I recently filled out a survey on some form of the following question:
“Do you think that by 2035 that bots and analysis tools powered by Artificial Intelligence will allow human beings to be in control of important decision making?”
My response was that that the itself question really conflates two completely separate issues:
- Will scientific advances in AI make it possible to provide decision making assistance in most human decision making domains by 2035?
- Will designers of available, and popular AI, systems such as bots, tools, search engines, cellphones, productivity software, etc, choose to design their tools in such a way as to give people meaningful control over decision making.
- A very related issue is whether larger users, such as industry and government, create or request creation, of tools which enable their employees to have meaningful control. This issue is probably even more important since it will encompass most of the highest impact uses of AI decisions that occur relating to large corporate decisions, government and societal planning and military activities all the way from high-level strategic planning down to on-the-field decisions.
My Take on Issue 1 : Is it possible?
In my assessment, yes, it’s possible that most fields of human endeavour could have some kind of meaningful AI powered decision making assistance by 2035, and that it would be possible to allow meaningful human input, oversight, veto and control.

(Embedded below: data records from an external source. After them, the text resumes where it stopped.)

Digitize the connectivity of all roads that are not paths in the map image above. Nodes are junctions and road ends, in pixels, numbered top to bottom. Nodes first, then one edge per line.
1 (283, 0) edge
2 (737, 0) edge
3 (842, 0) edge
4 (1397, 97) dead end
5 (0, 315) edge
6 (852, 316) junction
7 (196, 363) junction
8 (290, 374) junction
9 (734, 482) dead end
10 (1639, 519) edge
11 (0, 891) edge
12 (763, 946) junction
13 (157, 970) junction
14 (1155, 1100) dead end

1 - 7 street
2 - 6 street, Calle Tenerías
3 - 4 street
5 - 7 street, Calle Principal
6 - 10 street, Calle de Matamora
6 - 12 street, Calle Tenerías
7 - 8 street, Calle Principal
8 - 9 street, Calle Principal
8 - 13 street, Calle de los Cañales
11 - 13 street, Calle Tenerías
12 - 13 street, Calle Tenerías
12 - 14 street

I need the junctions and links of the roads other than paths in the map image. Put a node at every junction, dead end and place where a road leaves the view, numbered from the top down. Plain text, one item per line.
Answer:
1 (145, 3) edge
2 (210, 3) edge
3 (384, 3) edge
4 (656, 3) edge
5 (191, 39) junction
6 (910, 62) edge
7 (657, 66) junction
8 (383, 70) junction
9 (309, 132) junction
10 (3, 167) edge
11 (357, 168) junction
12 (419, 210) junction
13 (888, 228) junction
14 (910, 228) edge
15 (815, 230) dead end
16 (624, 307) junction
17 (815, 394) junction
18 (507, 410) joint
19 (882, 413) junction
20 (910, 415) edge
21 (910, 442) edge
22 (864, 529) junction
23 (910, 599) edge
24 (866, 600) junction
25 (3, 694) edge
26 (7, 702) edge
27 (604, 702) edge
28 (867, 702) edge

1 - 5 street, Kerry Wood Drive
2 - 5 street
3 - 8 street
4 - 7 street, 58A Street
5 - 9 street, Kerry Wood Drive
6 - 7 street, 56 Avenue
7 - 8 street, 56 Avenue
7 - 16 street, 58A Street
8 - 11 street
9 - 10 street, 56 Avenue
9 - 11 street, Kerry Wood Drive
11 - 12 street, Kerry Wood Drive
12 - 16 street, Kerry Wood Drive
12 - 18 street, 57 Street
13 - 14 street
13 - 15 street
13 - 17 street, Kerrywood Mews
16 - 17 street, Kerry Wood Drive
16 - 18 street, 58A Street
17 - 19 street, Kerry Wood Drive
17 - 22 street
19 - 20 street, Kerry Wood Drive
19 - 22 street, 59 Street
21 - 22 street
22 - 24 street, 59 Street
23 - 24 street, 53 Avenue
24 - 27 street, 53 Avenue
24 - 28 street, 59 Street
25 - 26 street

My Take on Issue 2 : Will it happen?
I am not confident at all that those who create these tools, or those who pay for them to be created, will do so in a way that supports meaningful input. There is a huge over confidence assigned to the advice coming from AI systems. A sense that if an AI/ML powered system has generated this answer it must be correct, or at least very reasonable. This is actually very far from the truth. AI/ML can be arbitrarily wrong about predictions and advice in ways human beings a have difficult time accepting. We assume systems have some baseline of common sense whereas this is not a given in any software system. Many AI/ML systems do provide very good predictions and advice, but it entirely depends on how hard the engineers/scientists building them have worked to ensure this and to test the boundaries. The current trend of “end-to-end learning” in ML is very exciting and impressive technically, but it also magnifies this risk, since the entire point is that no human prior knowledge is needed. This leads to huge risks of blindspots in the system that are difficult to find.
For example, the image I use above was generated by DALL-E which I just got access to play with recently. It has been trained on a huge array of images and their descriptions to provide a tool which turns text sentences into reasonable images of the described scene. It often does a good job and some times it does a stupendous job. But an essential part of the process of getting a good image is human iteration over the output images, tuning the target sentence and trying again. If generating silly images is hard, image how hard it is to provide a viable, safe, fair, cost-effective, etc, etc, policy for making decisions in the real world? Hard, its hard. Don’t take humans out of the loop.